150 Years of Theft, Exploitation, and Dispossession in America

The Black Tax

150 Years of Theft, Exploitation, and Dispossession in America

Revealing a history that is deep, broad, and infuriating, The Black Tax casts a bold light on the racist practices long hidden in the shadows of America’s tax regimes.
 
American taxation is unfair, and it is most unfair to the very people who critically need its support. Not only do taxpayers with fewer resources—less wealth, power, and land—pay more than the well-off, but they are forced to fight for their rights within an unjust system that undermines any attempts to improve their position or economic standing. In The Black Tax, Andrew W. Kahrl reveals the shocking history and ruinous consequences of inequitable and predatory tax laws in this country—above all, widespread and devastating racial dispossession.
 
Throughout the twentieth century, African Americans acquired substantial amounts of property nationwide. But racist practices, obscure processes, and outright theft diminished their holdings and their power. Of these, Kahrl shows, few were more powerful, or more quietly destructive, than property taxes. He examines all the structural features and hidden traps within America’s tax system that have forced Black Americans to pay more for less and stripped them of their land and investments, and he reveals the staggering cost. The story of America’s now enormous concentration of wealth at the top—and the equally enormous absence of wealth among most Black households—has its roots here.
 
Kahrl exposes the painful history of these practices, from Reconstruction up to the present, and tells, for the first time, the story of Black Americans’ experiences as taxpayers and their fight for a more fair and equitable system for raising and spending the public’s money. This is a history that deepens our understanding of the disadvantages and persistent inequalities that African American households continue to face and reveals hidden engines of economic inequality in America. Detailing the hows and whys of America’s profoundly unequal tax system, The Black Tax equips readers with the knowledge needed to combat inequality and injustice today.

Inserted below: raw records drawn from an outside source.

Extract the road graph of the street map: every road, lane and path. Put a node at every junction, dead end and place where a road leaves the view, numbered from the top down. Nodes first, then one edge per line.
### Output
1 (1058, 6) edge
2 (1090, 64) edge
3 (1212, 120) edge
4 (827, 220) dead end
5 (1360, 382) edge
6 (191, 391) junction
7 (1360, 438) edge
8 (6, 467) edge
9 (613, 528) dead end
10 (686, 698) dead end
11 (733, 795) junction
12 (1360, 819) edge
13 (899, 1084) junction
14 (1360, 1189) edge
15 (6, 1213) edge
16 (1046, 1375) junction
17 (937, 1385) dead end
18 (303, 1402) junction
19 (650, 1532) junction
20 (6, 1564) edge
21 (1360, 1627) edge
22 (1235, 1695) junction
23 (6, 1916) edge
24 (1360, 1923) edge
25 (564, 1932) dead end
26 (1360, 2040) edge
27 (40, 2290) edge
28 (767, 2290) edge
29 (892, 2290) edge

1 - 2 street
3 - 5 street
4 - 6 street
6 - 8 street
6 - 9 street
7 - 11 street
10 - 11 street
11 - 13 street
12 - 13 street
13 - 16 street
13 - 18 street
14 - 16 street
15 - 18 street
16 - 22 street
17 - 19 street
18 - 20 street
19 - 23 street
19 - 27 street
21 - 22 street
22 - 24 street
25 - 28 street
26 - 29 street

456 pages | 40 halftones | 6 x 9 | © 2024

Black Studies

Chicago and Illinois

History: American History

Reviews

“Compelling. . . . [The Black Tax] painstakingly outlines how bureaucracies in the US cemented the country’s racial wealth gap through a framework of aggressively unfair municipal and state taxes.”

Bloomberg

[Unravels] how the U.S. stole $600 billion from Black Americans. . . . Pairs personal stories with rich details about municipalities nationwide that used complex tax collection to fund distribution to white land and property owners, and the economic dynamics spanning over a century of U.S. history."

Black Enterprise

"Unveils the insidious ways in which U.S. bureaucracies perpetuated the racial wealth gap through discriminatory tax policies. . . . [A] blinding eye opener to America’s history of racial injustice and a call to action for meaningful restitution."

Atlanta Daily World

"An ambitious and powerful book, a sweeping and damning indictment of structural racism in the tax system. . . . The Black Tax will be read as the definitive refutation of one of white supremacy’s most potent falsehoods—the lie that white American taxpayers subsidize undeserving Black people."

Democracy Journal

“It is impossible to overstate the significance of The Black Tax. It is quite clearly one of the most important books of our time, bringing out into the open the shocking story of how the tax system has functioned in the past and continues today to be a key generator of racial injustice and inequality.”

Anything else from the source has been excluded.